El juez concluye que dar por muerto al 'preso resucitado' «tenía fundamento médico sólido»

Familiares de Gonzalo Montoya, manifestándose en el HUCA en enero de 2018, después de que el reo fuera ingresado. / ALEX PIÑA
Familiares de Gonzalo Montoya, manifestándose en el HUCA en enero de 2018, después de que el reo fuera ingresado. / ALEX PIÑA

La Audiencia y la fiscalía creen que el consumo de drogas y «la falta de constantes vitales» avalan que se certificase el fallecimiento de Montoya

RAMÓN MUÑIZ GIJÓN.

Al preso Gonzalo Montoya le encontraron inmóvil en la celda 34 del módulo 8 durante el recuento. Los servicios médicos de la prisión asturiana certificaron su muerte pasadas las ocho de la mañana y autorizaron que el cuerpo se introdujera en una bolsa para que un vehículo de Funerarias Santa Teresa lo trasladara al Instituto de Medicina Legal. Antes de practicársele la autopsia, el reo evidenció que estaba vivo y requería asistencia sanitaria urgente. Pasó diez días ingresado en el HUCA antes de volver al penal. Su historia demuestra que algo falló en la cárcel aquel mes de enero de 2018 y para pedir explicaciones los letrados del afectado -del despacho de Luis Tuero Fernández- activaron dos procesos. De un lado denunciaron al director de la prisión como responsable institucional de un presunto delito de lesiones por imprudencia. Además han reclamado a Instituciones Penitenciarias 50.000 euros por daños y perjuicios.

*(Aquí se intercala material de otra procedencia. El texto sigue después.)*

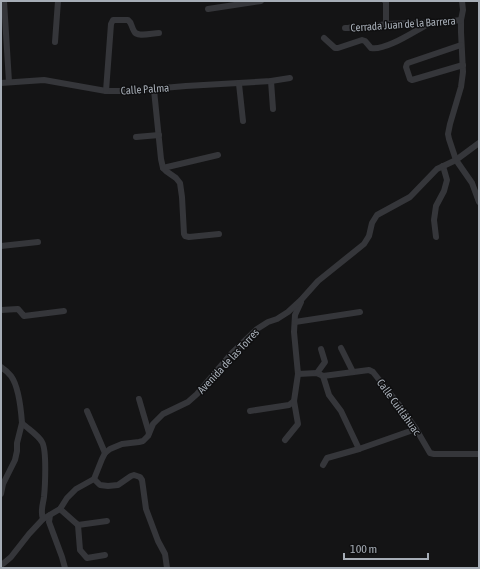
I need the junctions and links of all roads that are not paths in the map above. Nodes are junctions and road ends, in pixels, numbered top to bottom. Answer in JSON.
{"nodes":[{"id":1,"x":4,"y":1,"type":"edge"},
{"id":2,"x":58,"y":1,"type":"edge"},
{"id":3,"x":261,"y":1,"type":"edge"},
{"id":4,"x":385,"y":1,"type":"edge"},
{"id":5,"x":462,"y":1,"type":"edge"},
{"id":6,"x":208,"y":9,"type":"dead end"},
{"id":7,"x":461,"y":20,"type":"junction"},
{"id":8,"x":430,"y":23,"type":"junction"},
{"id":9,"x":386,"y":24,"type":"junction"},
{"id":10,"x":345,"y":28,"type":"dead end"},
{"id":11,"x":159,"y":32,"type":"dead end"},
{"id":12,"x":324,"y":38,"type":"dead end"},
{"id":13,"x":55,"y":42,"type":"dead end"},
{"id":14,"x":461,"y":45,"type":"junction"},
{"id":15,"x":463,"y":65,"type":"junction"},
{"id":16,"x":290,"y":78,"type":"dead end"},
{"id":17,"x":272,"y":81,"type":"junction"},
{"id":18,"x":8,"y":82,"type":"junction"},
{"id":19,"x":1,"y":83,"type":"edge"},
{"id":20,"x":239,"y":84,"type":"junction"},
{"id":21,"x":154,"y":90,"type":"junction"},
{"id":22,"x":106,"y":91,"type":"junction"},
{"id":23,"x":273,"y":109,"type":"dead end"},
{"id":24,"x":243,"y":121,"type":"dead end"},
{"id":25,"x":159,"y":135,"type":"junction"},
{"id":26,"x":136,"y":137,"type":"dead end"},
{"id":27,"x":479,"y":143,"type":"edge"},
{"id":28,"x":218,"y":155,"type":"dead end"},
{"id":29,"x":456,"y":160,"type":"junction"},
{"id":30,"x":443,"y":166,"type":"junction"},
{"id":31,"x":164,"y":168,"type":"junction"},
{"id":32,"x":479,"y":202,"type":"edge"},
{"id":33,"x":219,"y":234,"type":"dead end"},
{"id":34,"x":436,"y":237,"type":"dead end"},
{"id":35,"x":38,"y":242,"type":"dead end"},
{"id":36,"x":1,"y":246,"type":"edge"},
{"id":37,"x":301,"y":300,"type":"junction"},
{"id":38,"x":1,"y":310,"type":"edge"},
{"id":39,"x":64,"y":311,"type":"dead end"},
{"id":40,"x":360,"y":312,"type":"dead end"},
{"id":41,"x":295,"y":322,"type":"junction"},
{"id":42,"x":341,"y":348,"type":"dead end"},
{"id":43,"x":321,"y":349,"type":"dead end"},
{"id":44,"x":1,"y":367,"type":"edge"},
{"id":45,"x":353,"y":372,"type":"junction"},
{"id":46,"x":298,"y":374,"type":"junction"},
{"id":47,"x":320,"y":375,"type":"junction"},
{"id":48,"x":139,"y":399,"type":"dead end"},
{"id":49,"x":294,"y":401,"type":"junction"},
{"id":50,"x":87,"y":410,"type":"dead end"},
{"id":51,"x":250,"y":411,"type":"dead end"},
{"id":52,"x":22,"y":423,"type":"junction"},
{"id":53,"x":416,"y":429,"type":"junction"},
{"id":54,"x":149,"y":432,"type":"junction"},
{"id":55,"x":285,"y":440,"type":"dead end"},
{"id":56,"x":359,"y":449,"type":"junction"},
{"id":57,"x":105,"y":453,"type":"junction"},
{"id":58,"x":477,"y":454,"type":"edge"},
{"id":59,"x":323,"y":465,"type":"dead end"},
{"id":60,"x":4,"y":475,"type":"edge"},
{"id":61,"x":94,"y":479,"type":"junction"},
{"id":62,"x":1,"y":494,"type":"edge"},
{"id":63,"x":60,"y":509,"type":"junction"},
{"id":64,"x":50,"y":515,"type":"junction"},
{"id":65,"x":43,"y":518,"type":"junction"},
{"id":66,"x":107,"y":521,"type":"dead end"},
{"id":67,"x":78,"y":525,"type":"junction"},
{"id":68,"x":105,"y":555,"type":"dead end"},
{"id":69,"x":1,"y":564,"type":"edge"},
{"id":70,"x":65,"y":568,"type":"edge"},
{"id":71,"x":167,"y":568,"type":"edge"}],
"edges":[{"from":1,"to":18,"type":"street"},
{"from":2,"to":13,"type":"street"},
{"from":3,"to":6,"type":"street"},
{"from":4,"to":9,"type":"street"},
{"from":5,"to":7,"type":"street"},
{"from":7,"to":8,"type":"street","name":"Cerrada Juan de la Barrera"},
{"from":7,"to":14,"type":"street"},
{"from":8,"to":9,"type":"street","name":"Cerrada Juan de la Barrera"},
{"from":8,"to":12,"type":"street"},
{"from":9,"to":10,"type":"street","name":"Cerrada Juan de la Barrera"},
{"from":11,"to":22,"type":"street"},
{"from":14,"to":15,"type":"street"},
{"from":14,"to":15,"type":"street"},
{"from":15,"to":29,"type":"street"},
{"from":16,"to":17,"type":"street","name":"Calle Palma"},
{"from":17,"to":20,"type":"street","name":"Calle Palma"},
{"from":17,"to":23,"type":"street"},
{"from":18,"to":19,"type":"street","name":"Calle Palma"},
{"from":18,"to":22,"type":"street","name":"Calle Palma"},
{"from":20,"to":21,"type":"street","name":"Calle Palma"},
{"from":20,"to":24,"type":"street"},
{"from":21,"to":22,"type":"street","name":"Calle Palma"},
{"from":21,"to":25,"type":"street"},
{"from":25,"to":26,"type":"street"},
{"from":25,"to":31,"type":"street"},
{"from":27,"to":29,"type":"street","name":"Avenida de las Torres"},
{"from":28,"to":31,"type":"street"},
{"from":29,"to":30,"type":"street","name":"Avenida de las Torres"},
{"from":29,"to":32,"type":"street"},
{"from":30,"to":34,"type":"street"},
{"from":30,"to":37,"type":"street","name":"Avenida de las Torres"},
{"from":31,"to":33,"type":"street"},
{"from":35,"to":36,"type":"street"},
{"from":37,"to":41,"type":"street"},
{"from":37,"to":54,"type":"street","name":"Avenida de las Torres"},
{"from":38,"to":39,"type":"street"},
{"from":40,"to":41,"type":"street"},
{"from":41,"to":46,"type":"street"},
{"from":42,"to":45,"type":"street"},
{"from":43,"to":47,"type":"street"},
{"from":44,"to":52,"type":"street"},
{"from":45,"to":47,"type":"street","name":"Calle Cuitláhuac"},
{"from":45,"to":53,"type":"street","name":"Calle Cuitláhuac"},
{"from":46,"to":47,"type":"street","name":"Calle Cuitláhuac"},
{"from":46,"to":49,"type":"street"},
{"from":47,"to":56,"type":"street"},
{"from":48,"to":54,"type":"street"},
{"from":49,"to":51,"type":"street"},
{"from":49,"to":55,"type":"street"},
{"from":50,"to":57,"type":"street"},
{"from":52,"to":60,"type":"street"},
{"from":52,"to":65,"type":"street"},
{"from":53,"to":56,"type":"street"},
{"from":53,"to":58,"type":"street","name":"Calle Cuitláhuac"},
{"from":54,"to":57,"type":"street","name":"Avenida de las Torres"},
{"from":56,"to":59,"type":"street"},
{"from":57,"to":61,"type":"street"},
{"from":60,"to":62,"type":"street"},
{"from":61,"to":63,"type":"street"},
{"from":61,"to":71,"type":"street"},
{"from":63,"to":64,"type":"street"},
{"from":63,"to":67,"type":"street"},
{"from":64,"to":65,"type":"street"},
{"from":64,"to":70,"type":"street"},
{"from":65,"to":69,"type":"street"},
{"from":66,"to":67,"type":"street"},
{"from":67,"to":68,"type":"street"}]}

La primera vía quedó ayer seriamente mermada. La titular del Juzgado de Instrucción número 1 de Oviedo descartó en abril del pasado año las pruebas solicitadas por el letrado, Iván Cortina, y en mayo ordenó el archivo de las pesquisas al entender que no se acreditó el delito. Lo hizo todo ello con el respaldo de la Fiscalía y contra ambas decisiones el abogado recurrió ante la Audiencia Provincial. Un año ha tardado la Sección Segunda en posicionarse en la cuestión.

En su auto la Audiencia coincide en que, efectivamente, no es necesario que la prisión remita el informe interno abierto tras el suceso, ni que el SAMU explique el traslado del reo; tampoco que el Instituto de Medicina Legal aclare cómo fue la llegada del cuerpo y hasta qué punto tenía la autopsia preparada. La Sección Segunda descarta asimismo que Instituciones Penitenciarias deba informar si tras el incidente modificó los protocolos que sus médicos siguen antes de certificar la muerte de los reos, como así ha sucedido y desveló en su día EL COMERCIO.

Todas estas pruebas las había solicitado el letrado Iván Cortina para aclarar las responsabilidades penales por el error médico, pero la Audiencia entiende que «resultan en principio excesivas por su multiplicidad y complejidad» y además «no son, al menos por ahora, pertinentes y útiles para el esclarecimiento del hecho».

La Sección considera que «con gran acierto» la instructora ciñó la investigación a recabar la analítica de sangre de Montoya para acreditar las sustancias que había consumido antes de aparecer rígido en la celda. La defensa del reo no discute que su cliente había tomado drogas, pero argumentaba que la posible negligencia residía en otra parte. La instructora, con el respaldo de la fiscalía y, ahora, con el de la Audiencia, acotó el caso. La analítica, además de la aparición junto al cuerpo del reo de papeles de plata quemados y unos blíster de pastillas usados afianzan que «la muerte que de forma errónea se creía, tenía un fundamento médico sólido, no solo en la falta de constantes vitales sino además en el previo consumo de tóxicos». Los rastros de droga y esa falta de pulso «explican médicamente el error cometido en la creencia de que el recurrente estaba muerto», asienta.

Ese fue el esquema aplicado por la instructora para cerrar el caso una vez recibida la analítica, y que parece que todo apunta será ratificado por la Audiencia. Montoya regresó a la prisión en febrero como sospechoso de un nuevo robo. Queda pendiente la reclamación patrimonial que cursó.